Na Quioto da Antiguidade, um devoto
erudito xintoísta vivia uma vida simples,
mas distraía-se com frequência
das suas orações pelo ruído da cidade.
Sentia que os seus vizinhos
estavam a poluir a sua alma
e decidiu realizar um "harae" pessoal,
um ritual de purificação que limpasse
o seu corpo e o seu espírito.
Decidiu visitar o venerável santuário Hie.

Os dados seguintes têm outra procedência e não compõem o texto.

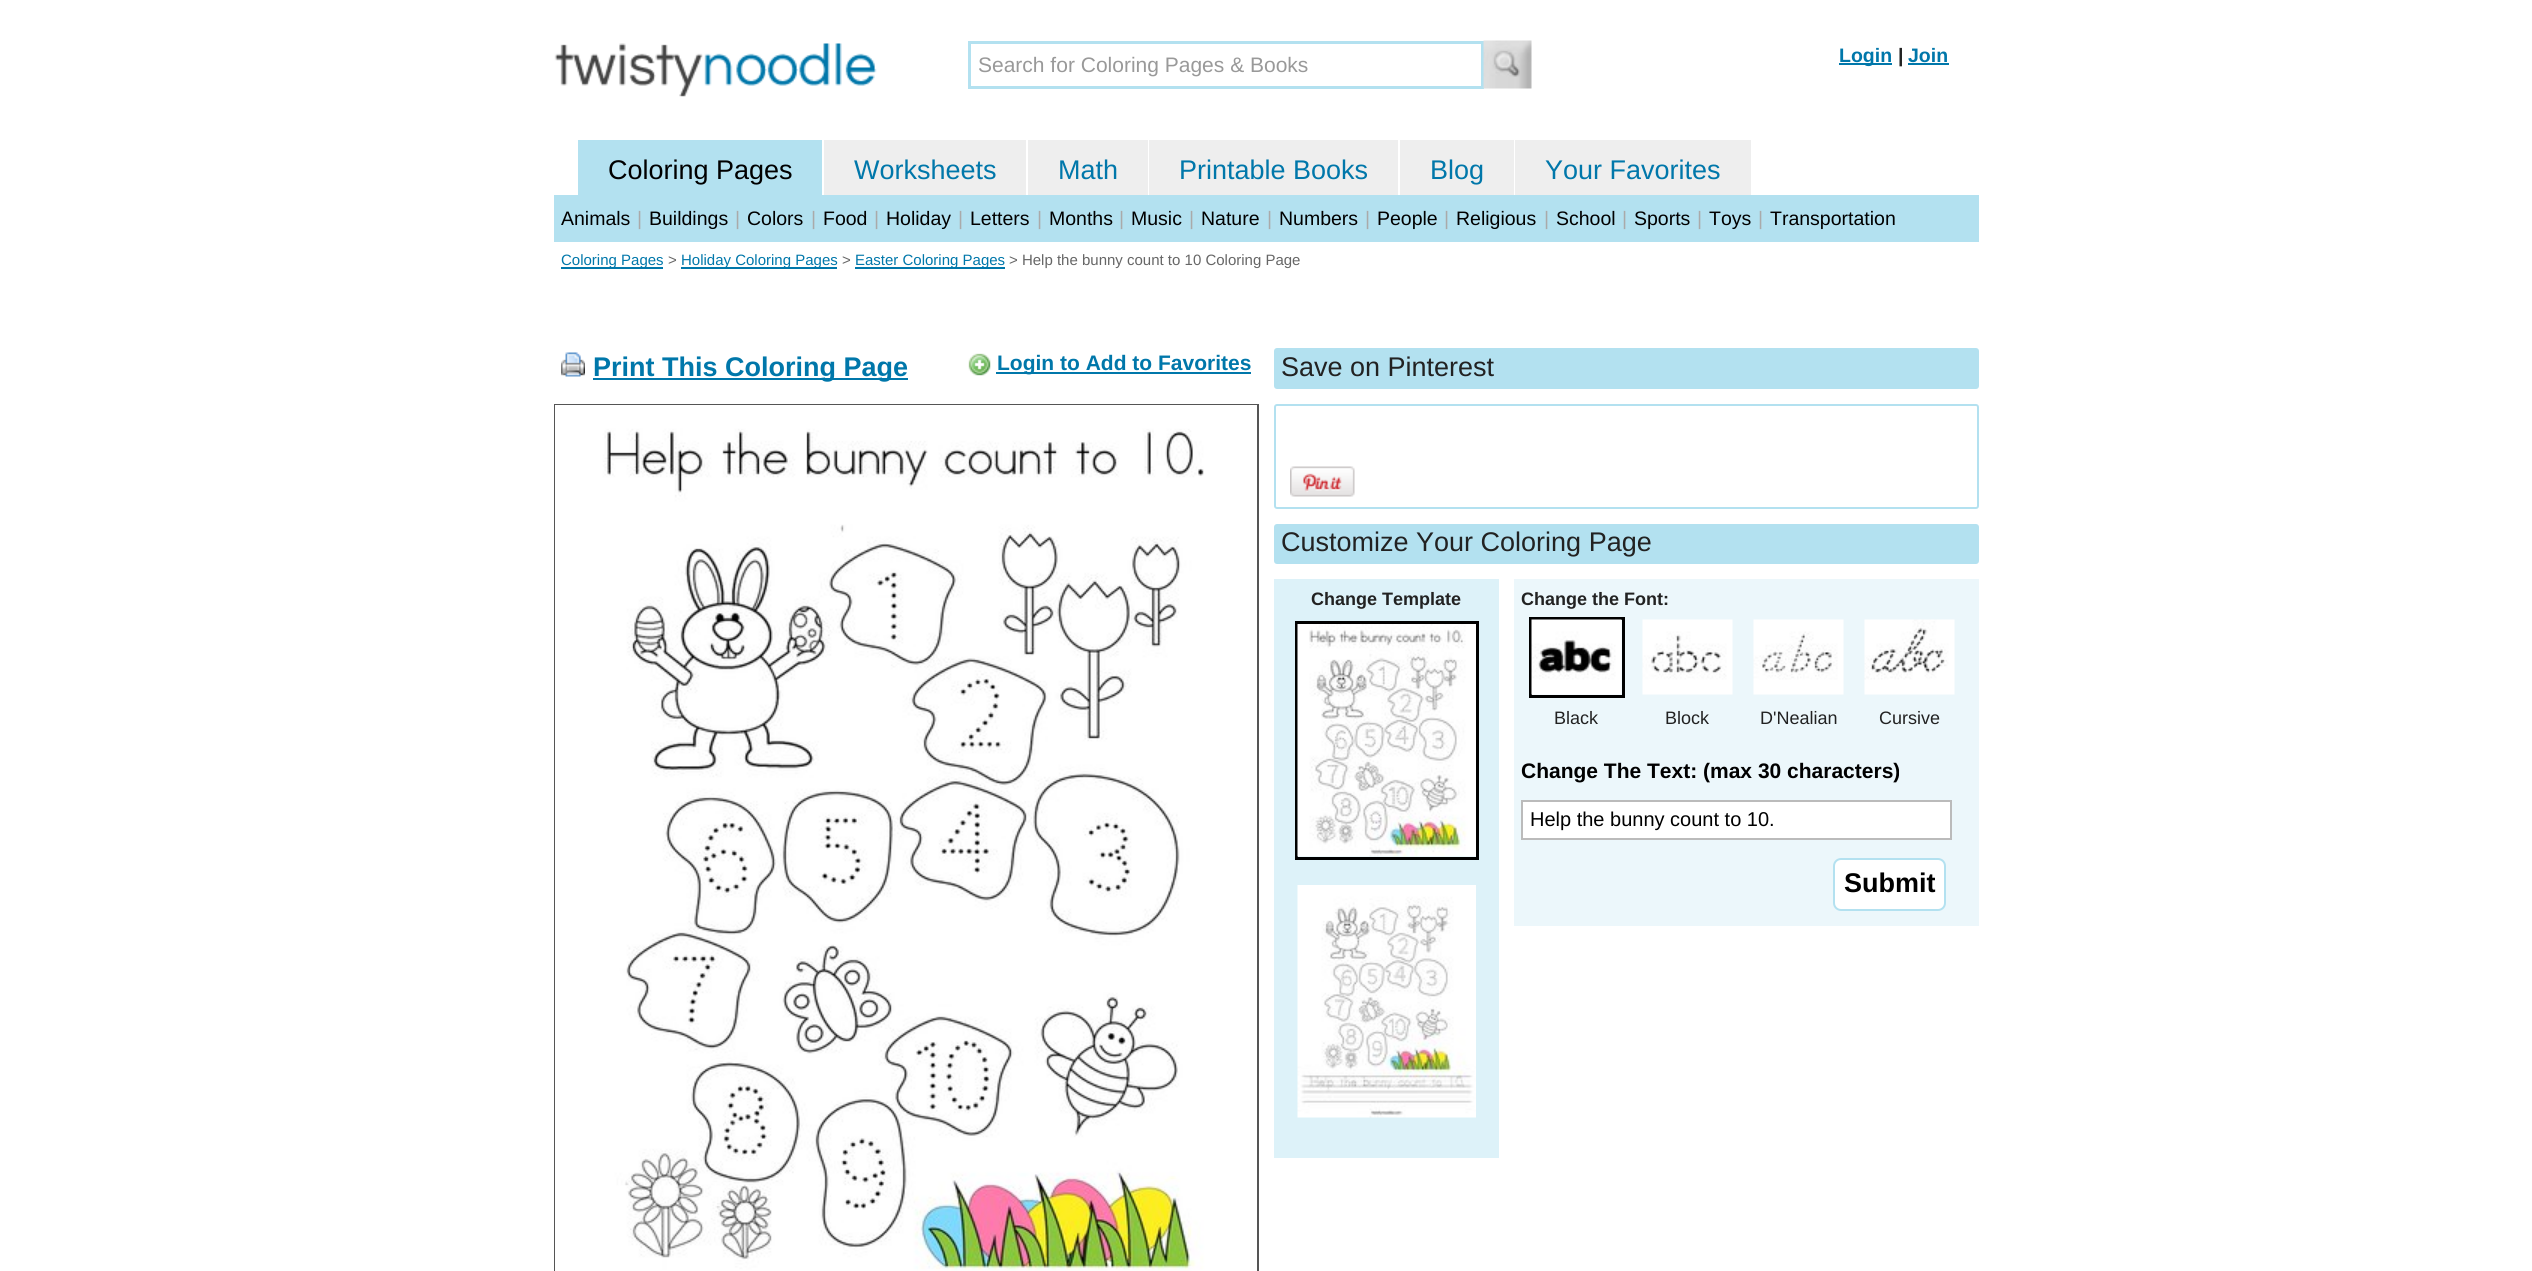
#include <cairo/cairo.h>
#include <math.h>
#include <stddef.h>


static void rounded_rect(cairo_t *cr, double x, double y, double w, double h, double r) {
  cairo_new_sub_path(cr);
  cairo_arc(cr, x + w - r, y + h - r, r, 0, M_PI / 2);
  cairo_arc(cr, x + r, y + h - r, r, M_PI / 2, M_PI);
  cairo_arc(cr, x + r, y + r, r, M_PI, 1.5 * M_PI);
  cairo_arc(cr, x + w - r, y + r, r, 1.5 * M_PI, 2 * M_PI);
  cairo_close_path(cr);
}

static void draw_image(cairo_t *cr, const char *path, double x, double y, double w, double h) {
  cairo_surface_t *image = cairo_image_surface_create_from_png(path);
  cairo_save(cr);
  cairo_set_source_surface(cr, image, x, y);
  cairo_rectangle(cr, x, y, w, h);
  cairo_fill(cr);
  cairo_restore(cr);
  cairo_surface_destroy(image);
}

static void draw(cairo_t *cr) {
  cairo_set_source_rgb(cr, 1, 1, 1);
  cairo_paint(cr);
  draw_image(cr, "images/1.png", 554, 43, 323, 54);
  cairo_rectangle(cr, 969.5, 42.5, 513, 45);
  cairo_set_source_rgb(cr, 179 / 255.0, 225 / 255.0, 240 / 255.0);
  cairo_set_line_width(cr, 3);
  cairo_stroke(cr);
  draw_image(cr, "images/2.png", 1483, 40, 49, 49);
  cairo_set_source_rgb(cr, 0, 119 / 255.0, 170 / 255.0);
  cairo_rectangle(cr, 1839, 63, 53, 2);
  cairo_fill(cr);
  cairo_rectangle(cr, 1908, 63, 41, 2);
  cairo_fill(cr);
  cairo_set_source_rgb(cr, 179 / 255.0, 225 / 255.0, 240 / 255.0);
  cairo_rectangle(cr, 578, 140, 244, 55);
  cairo_fill(cr);
  cairo_set_source_rgb(cr, 238 / 255.0, 238 / 255.0, 238 / 255.0);
  cairo_rectangle(cr, 824, 140, 202, 55);
  cairo_fill(cr);
  cairo_rectangle(cr, 1028, 140, 120, 55);
  cairo_fill(cr);
  cairo_rectangle(cr, 1149, 140, 249, 55);
  cairo_fill(cr);
  cairo_rectangle(cr, 1400, 140, 114, 55);
  cairo_fill(cr);
  cairo_rectangle(cr, 1515, 140, 236, 55);
  cairo_fill(cr);
  cairo_set_source_rgb(cr, 179 / 255.0, 225 / 255.0, 240 / 255.0);
  cairo_rectangle(cr, 554, 195, 1425, 47);
  cairo_fill(cr);
  cairo_set_source_rgb(cr, 0, 119 / 255.0, 170 / 255.0);
  cairo_rectangle(cr, 561, 267, 102, 2);
  cairo_fill(cr);
  cairo_rectangle(cr, 681, 267, 156, 2);
  cairo_fill(cr);
  cairo_rectangle(cr, 855, 267, 150, 2);
  cairo_fill(cr);
  draw_image(cr, "images/3.png", 561, 352, 24, 25);
  cairo_rectangle(cr, 593, 378, 315, 2);
  cairo_fill(cr);
  draw_image(cr, "images/4.png", 968, 353, 23, 23);
  cairo_rectangle(cr, 996, 372, 255, 2);
  cairo_fill(cr);
  cairo_rectangle(cr, 555, 405, 703, 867);
  cairo_set_source_rgb(cr, 85 / 255.0, 85 / 255.0, 85 / 255.0);
  cairo_set_line_width(cr, 2);
  cairo_stroke(cr);
  draw_image(cr, "images/5.png", 555, 405, 702, 866);
  cairo_set_source_rgb(cr, 179 / 255.0, 225 / 255.0, 240 / 255.0);
  rounded_rect(cr, 1274, 348, 705, 41, 3);
  cairo_fill(cr);
  rounded_rect(cr, 1275, 405, 703, 103, 2);
  cairo_stroke(cr);
  draw_image(cr, "images/6.png", 1290, 466, 65, 31);
  rounded_rect(cr, 1274, 524, 705, 40, 3);
  cairo_fill(cr);
  cairo_set_source_rgb(cr, 221 / 255.0, 242 / 255.0, 249 / 255.0);
  cairo_rectangle(cr, 1274, 579, 225, 579);
  cairo_fill(cr);
  cairo_rectangle(cr, 1296.5, 622.5, 181, 236);
  cairo_set_source_rgb(cr, 0, 0, 0);
  cairo_set_line_width(cr, 3);
  cairo_stroke(cr);
  draw_image(cr, "images/7.png", 1297, 624, 179, 233);
  draw_image(cr, "images/8.png", 1297, 885, 179, 233);
  cairo_set_source_rgb(cr, 236 / 255.0, 247 / 255.0, 251 / 255.0);
  cairo_rectangle(cr, 1514, 579, 465, 347);
  cairo_fill(cr);
  cairo_rectangle(cr, 1530.5, 618.5, 93, 78);
  cairo_set_source_rgb(cr, 0, 0, 0);
  cairo_stroke(cr);
  draw_image(cr, "images/9.png", 1531, 619, 91, 76);
  draw_image(cr, "images/10.png", 1642, 619, 91, 76);
  draw_image(cr, "images/11.png", 1753, 619, 91, 76);
  draw_image(cr, "images/12.png", 1864, 619, 91, 76);
  cairo_set_source_rgb(cr, 1, 1, 1);
  cairo_rectangle(cr, 1522, 801, 429, 38);
  cairo_fill_preserve(cr);
  cairo_set_source_rgb(cr, 187 / 255.0, 187 / 255.0, 187 / 255.0);
  cairo_set_line_width(cr, 2);
  cairo_stroke(cr);
  cairo_set_source_rgb(cr, 1, 1, 1);
  rounded_rect(cr, 1834, 859, 111, 51, 7);
  cairo_fill_preserve(cr);
  cairo_set_source_rgb(cr, 179 / 255.0, 225 / 255.0, 240 / 255.0);
  cairo_stroke(cr);
  cairo_select_font_face(cr, "Liberation Sans", CAIRO_FONT_SLANT_NORMAL, CAIRO_FONT_WEIGHT_NORMAL);
  cairo_set_font_size(cr, 21);
  cairo_set_source_rgb(cr, 153 / 255.0, 153 / 255.0, 153 / 255.0);
  cairo_move_to(cr, 978, 72);
  cairo_show_text(cr, "Search for Coloring Pages & Books");
  cairo_select_font_face(cr, "Liberation Sans", CAIRO_FONT_SLANT_NORMAL, CAIRO_FONT_WEIGHT_BOLD);
  cairo_set_font_size(cr, 19.5);
  cairo_set_source_rgb(cr, 0, 119 / 255.0, 170 / 255.0);
  cairo_move_to(cr, 1839, 62);
  cairo_show_text(cr, "Login");
  cairo_set_source_rgb(cr, 34 / 255.0, 34 / 255.0, 34 / 255.0);
  cairo_move_to(cr, 1898, 62);
  cairo_show_text(cr, "|");
  cairo_set_source_rgb(cr, 0, 119 / 255.0, 170 / 255.0);
  cairo_move_to(cr, 1908, 62);
  cairo_show_text(cr, "Join");
  cairo_select_font_face(cr, "Liberation Sans", CAIRO_FONT_SLANT_NORMAL, CAIRO_FONT_WEIGHT_NORMAL);
  cairo_set_font_size(cr, 27);
  cairo_set_source_rgb(cr, 0, 0, 0);
  cairo_move_to(cr, 608, 179);
  cairo_show_text(cr, "Coloring Pages");
  cairo_set_source_rgb(cr, 0, 119 / 255.0, 170 / 255.0);
  cairo_move_to(cr, 854, 179);
  cairo_show_text(cr, "Worksheets");
  cairo_move_to(cr, 1058, 179);
  cairo_show_text(cr, "Math");
  cairo_move_to(cr, 1179, 179);
  cairo_show_text(cr, "Printable Books");
  cairo_move_to(cr, 1430, 179);
  cairo_show_text(cr, "Blog");
  cairo_move_to(cr, 1545, 179);
  cairo_show_text(cr, "Your Favorites");
  cairo_set_font_size(cr, 19.5);
  cairo_set_source_rgb(cr, 0, 0, 0);
  cairo_move_to(cr, 561, 225);
  cairo_show_text(cr, "Animals");
  cairo_set_source_rgb(cr, 170 / 255.0, 170 / 255.0, 170 / 255.0);
  cairo_move_to(cr, 637, 225);
  cairo_show_text(cr, "|");
  cairo_set_source_rgb(cr, 0, 0, 0);
  cairo_move_to(cr, 649, 225);
  cairo_show_text(cr, "Buildings");
  cairo_set_source_rgb(cr, 170 / 255.0, 170 / 255.0, 170 / 255.0);
  cairo_move_to(cr, 735, 225);
  cairo_show_text(cr, "|");
  cairo_set_source_rgb(cr, 0, 0, 0);
  cairo_move_to(cr, 747, 225);
  cairo_show_text(cr, "Colors");
  cairo_set_source_rgb(cr, 170 / 255.0, 170 / 255.0, 170 / 255.0);
  cairo_move_to(cr, 811, 225);
  cairo_show_text(cr, "|");
  cairo_set_source_rgb(cr, 0, 0, 0);
  cairo_move_to(cr, 823, 225);
  cairo_show_text(cr, "Food");
  cairo_set_source_rgb(cr, 170 / 255.0, 170 / 255.0, 170 / 255.0);
  cairo_move_to(cr, 874, 225);
  cairo_show_text(cr, "|");
  cairo_set_source_rgb(cr, 0, 0, 0);
  cairo_move_to(cr, 886, 225);
  cairo_show_text(cr, "Holiday");
  cairo_set_source_rgb(cr, 170 / 255.0, 170 / 255.0, 170 / 255.0);
  cairo_move_to(cr, 958, 225);
  cairo_show_text(cr, "|");
  cairo_set_source_rgb(cr, 0, 0, 0);
  cairo_move_to(cr, 970, 225);
  cairo_show_text(cr, "Letters");
  cairo_set_source_rgb(cr, 170 / 255.0, 170 / 255.0, 170 / 255.0);
  cairo_move_to(cr, 1037, 225);
  cairo_show_text(cr, "|");
  cairo_set_source_rgb(cr, 0, 0, 0);
  cairo_move_to(cr, 1049, 225);
  cairo_show_text(cr, "Months");
  cairo_set_source_rgb(cr, 170 / 255.0, 170 / 255.0, 170 / 255.0);
  cairo_move_to(cr, 1119, 225);
  cairo_show_text(cr, "|");
  cairo_set_source_rgb(cr, 0, 0, 0);
  cairo_move_to(cr, 1131, 225);
  cairo_show_text(cr, "Music");
  cairo_set_source_rgb(cr, 170 / 255.0, 170 / 255.0, 170 / 255.0);
  cairo_move_to(cr, 1189, 225);
  cairo_show_text(cr, "|");
  cairo_set_source_rgb(cr, 0, 0, 0);
  cairo_move_to(cr, 1201, 225);
  cairo_show_text(cr, "Nature");
  cairo_set_source_rgb(cr, 170 / 255.0, 170 / 255.0, 170 / 255.0);
  cairo_move_to(cr, 1267, 225);
  cairo_show_text(cr, "|");
  cairo_set_source_rgb(cr, 0, 0, 0);
  cairo_move_to(cr, 1279, 225);
  cairo_show_text(cr, "Numbers");
  cairo_set_source_rgb(cr, 170 / 255.0, 170 / 255.0, 170 / 255.0);
  cairo_move_to(cr, 1365, 225);
  cairo_show_text(cr, "|");
  cairo_set_source_rgb(cr, 0, 0, 0);
  cairo_move_to(cr, 1377, 225);
  cairo_show_text(cr, "People");
  cairo_set_source_rgb(cr, 170 / 255.0, 170 / 255.0, 170 / 255.0);
  cairo_move_to(cr, 1444, 225);
  cairo_show_text(cr, "|");
  cairo_set_source_rgb(cr, 0, 0, 0);
  cairo_move_to(cr, 1456, 225);
  cairo_show_text(cr, "Religious");
  cairo_set_source_rgb(cr, 170 / 255.0, 170 / 255.0, 170 / 255.0);
  cairo_move_to(cr, 1544, 225);
  cairo_show_text(cr, "|");
  cairo_set_source_rgb(cr, 0, 0, 0);
  cairo_move_to(cr, 1556, 225);
  cairo_show_text(cr, "School");
  cairo_set_source_rgb(cr, 170 / 255.0, 170 / 255.0, 170 / 255.0);
  cairo_move_to(cr, 1622, 225);
  cairo_show_text(cr, "|");
  cairo_set_source_rgb(cr, 0, 0, 0);
  cairo_move_to(cr, 1634, 225);
  cairo_show_text(cr, "Sports");
  cairo_set_source_rgb(cr, 170 / 255.0, 170 / 255.0, 170 / 255.0);
  cairo_move_to(cr, 1697, 225);
  cairo_show_text(cr, "|");
  cairo_set_source_rgb(cr, 0, 0, 0);
  cairo_move_to(cr, 1709, 225);
  cairo_show_text(cr, "Toys");
  cairo_set_source_rgb(cr, 170 / 255.0, 170 / 255.0, 170 / 255.0);
  cairo_move_to(cr, 1758, 225);
  cairo_show_text(cr, "|");
  cairo_set_source_rgb(cr, 0, 0, 0);
  cairo_move_to(cr, 1770, 225);
  cairo_show_text(cr, "Transportation");
  cairo_set_font_size(cr, 15);
  cairo_set_source_rgb(cr, 0, 119 / 255.0, 170 / 255.0);
  cairo_move_to(cr, 561, 265);
  cairo_show_text(cr, "Coloring Pages");
  cairo_set_source_rgb(cr, 102 / 255.0, 102 / 255.0, 102 / 255.0);
  cairo_move_to(cr, 668, 265);
  cairo_show_text(cr, ">");
  cairo_set_source_rgb(cr, 0, 119 / 255.0, 170 / 255.0);
  cairo_move_to(cr, 681, 265);
  cairo_show_text(cr, "Holiday Coloring Pages");
  cairo_set_source_rgb(cr, 102 / 255.0, 102 / 255.0, 102 / 255.0);
  cairo_move_to(cr, 842, 265);
  cairo_show_text(cr, ">");
  cairo_set_source_rgb(cr, 0, 119 / 255.0, 170 / 255.0);
  cairo_move_to(cr, 855, 265);
  cairo_show_text(cr, "Easter Coloring Pages");
  cairo_set_source_rgb(cr, 102 / 255.0, 102 / 255.0, 102 / 255.0);
  cairo_move_to(cr, 1009, 265);
  cairo_show_text(cr, "> Help the bunny count to 10 Coloring Page");
  cairo_select_font_face(cr, "Liberation Sans", CAIRO_FONT_SLANT_NORMAL, CAIRO_FONT_WEIGHT_BOLD);
  cairo_set_font_size(cr, 27);
  cairo_set_source_rgb(cr, 0, 119 / 255.0, 170 / 255.0);
  cairo_move_to(cr, 593, 376);
  cairo_show_text(cr, "Print This Coloring Page");
  cairo_set_font_size(cr, 21);
  cairo_move_to(cr, 997, 370);
  cairo_show_text(cr, "Login to Add to Favorites");
  cairo_select_font_face(cr, "Liberation Sans", CAIRO_FONT_SLANT_NORMAL, CAIRO_FONT_WEIGHT_NORMAL);
  cairo_set_font_size(cr, 27);
  cairo_set_source_rgb(cr, 34 / 255.0, 34 / 255.0, 34 / 255.0);
  cairo_move_to(cr, 1281, 376);
  cairo_show_text(cr, "Save on Pinterest");
  cairo_move_to(cr, 1281, 551);
  cairo_show_text(cr, "Customize Your Coloring Page");
  cairo_select_font_face(cr, "Liberation Sans", CAIRO_FONT_SLANT_NORMAL, CAIRO_FONT_WEIGHT_BOLD);
  cairo_set_font_size(cr, 18);
  cairo_move_to(cr, 1311, 605);
  cairo_show_text(cr, "Change Template");
  cairo_move_to(cr, 1521, 605);
  cairo_show_text(cr, "Change the Font:");
  cairo_select_font_face(cr, "Liberation Sans", CAIRO_FONT_SLANT_NORMAL, CAIRO_FONT_WEIGHT_NORMAL);
  cairo_move_to(cr, 1554, 724);
  cairo_show_text(cr, "Black");
  cairo_move_to(cr, 1665, 724);
  cairo_show_text(cr, "Block");
  cairo_move_to(cr, 1760, 724);
  cairo_show_text(cr, "D'Nealian");
  cairo_move_to(cr, 1879, 724);
  cairo_show_text(cr, "Cursive");
  cairo_select_font_face(cr, "Liberation Sans", CAIRO_FONT_SLANT_NORMAL, CAIRO_FONT_WEIGHT_BOLD);
  cairo_set_font_size(cr, 21);
  cairo_set_source_rgb(cr, 0, 0, 0);
  cairo_move_to(cr, 1521, 778);
  cairo_show_text(cr, "Change The Text: (max 30 characters)");
  cairo_select_font_face(cr, "Liberation Sans", CAIRO_FONT_SLANT_NORMAL, CAIRO_FONT_WEIGHT_NORMAL);
  cairo_set_font_size(cr, 20);
  cairo_move_to(cr, 1530, 826);
  cairo_show_text(cr, "Help the bunny count to 10.");
  cairo_select_font_face(cr, "Liberation Sans", CAIRO_FONT_SLANT_NORMAL, CAIRO_FONT_WEIGHT_BOLD);
  cairo_set_font_size(cr, 27);
  cairo_move_to(cr, 1844, 892);
  cairo_show_text(cr, "Submit");
}

int main(void) {
  cairo_surface_t *surface = cairo_image_surface_create(CAIRO_FORMAT_RGB24, 2532, 1271);
  cairo_t *cr = cairo_create(surface);
  cairo_font_options_t *options = cairo_font_options_create();
  cairo_font_options_set_hint_metrics(options, CAIRO_HINT_METRICS_OFF);
  cairo_font_options_set_hint_style(options, CAIRO_HINT_STYLE_NONE);
  cairo_set_font_options(cr, options);
  cairo_set_miter_limit(cr, 4);
  draw(cr);
  cairo_surface_write_to_png(surface, "out.png");
  cairo_font_options_destroy(options);
  cairo_destroy(cr);
  cairo_surface_destroy(surface);
  return 0;
}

A viagem consistia numa subida
difícil que durava um dia inteiro.
Mas sentiu-se feliz
com a solidão que lhe proporcionava
e a paz que sentia quando
regressava a casa era profunda.
O erudito estava decidido a manter
esta clareza tanto tempo quanto possível
e resolveu fazer esta peregrinação
mais 99 vezes.
Percorria sozinho todo o caminho,
ignorando quaisquer distrações
na sua procura de equilíbrio,
e nunca se desviando do seu objetivo.
Manteve-se fiel à sua palavra
e, à medida que os dias
se transformavam em semanas,
ele caminhava, quer fizesse chuva,
quer o sol queimasse.
Com o tempo, a sua devoção revelou-lhe
o mundo invisível dos espíritos
que existe paralelo ao nosso.
Começou a sentir os "kami",
que animavam as pedras sob os seus pés,
a brisa que o refrescava
e os animais pastando nos campos.
Mas não falava com ninguém,
espírito ou ser humano.
Estava decidido a evitar o contacto
com aqueles que o desviavam do caminho
e estavam poluídos com "kegare",
Este tabu de corrupção
pesava sobre os doentes e os mortos
assim como sobre os que corrompiam
a terra ou praticavam crimes violentos.
De todas as ameaças à procura
de pureza espiritual do erudito
o "kegare" era a mais importante.
Depois de prestar a sua homenagem
pela 80.ª vez,
dirigiu-se a casa uma vez mais.
Mas, quando caiu a escuridão,
ouviu soluços contidos no ar noturno.
O erudito tentou continuar
e ignorar os lamentos
mas os gritos desesperados
impressionaram-no.
Contrariado, saiu do caminho
seguiu o som até à sua origem.
Depressa chegou a uma pequena vivenda
com uma mulher enroscada cá fora.
Cheio de compaixão, o erudito implorou
à mulher que lhe contasse a sua dor.
Ela explicou que a mãe dela
tinha acabado de morrer
mas ninguém queria ajudar a sepultá-la.
Ao ouvir aquilo,
o coração dele afundou-se.
Se tocasse no cadáver,
o seu espírito ficaria corrompido,
a sua força vital escaparia
e os "kami" abandoná-lo-iam.
Mas, ao ouvir o choro dela,
a sua compaixão aumentou.
Assim, os dois sepultaram a idosa,
para lhe garantir a passagem segura
para o mundo dos espíritos.
Terminaram o enterro, mas o tabu da morte
pesava fortemente sobre o erudito.
Como podia ter sido tão louco
ao ponto de violar a regra mais importante
e corromper a sua viagem divina?
Depois de uma noite atormentada,
resolveu regressar ao santuário
para se purificar.
Para sua surpresa, o templo
habitualmente tranquilo,
estava cheio de pessoas,
todas reunidas em volta de uma "medium"
que comunicava diretamente com o "kami".
O homem escondeu-se,
sem se atrever a aproximar-se,
para ninguém se aperceber
da sua alma poluída.
Mas a "medium" tinha outras formas de ver,
e chamou-o em frente da multidão.
Preparado para ser enjeitado,
o erudito aproximou-se da santa mulher.
A "medium" limitou-se a sorrir.
Agarrou na mão impura dele
com as suas mãos,
e segredou-lhe uma bênção
que só ele ouviu
— agradecendo-lhe a sua bondade.
Naquele momento, o erudito descobriu
um grande segredo espiritual:
a contaminação e a corrupção
são duas coisas muito diferentes.
Inspirado, o erudita recomeçou
o regresso da sua viagem.
Mas desta vez, parou para ajudar
todos os que encontrava.
Começou a ver a beleza do mundo
espiritual em toda a parte a que ia,
mesmo na cidade que evitava anteriormente.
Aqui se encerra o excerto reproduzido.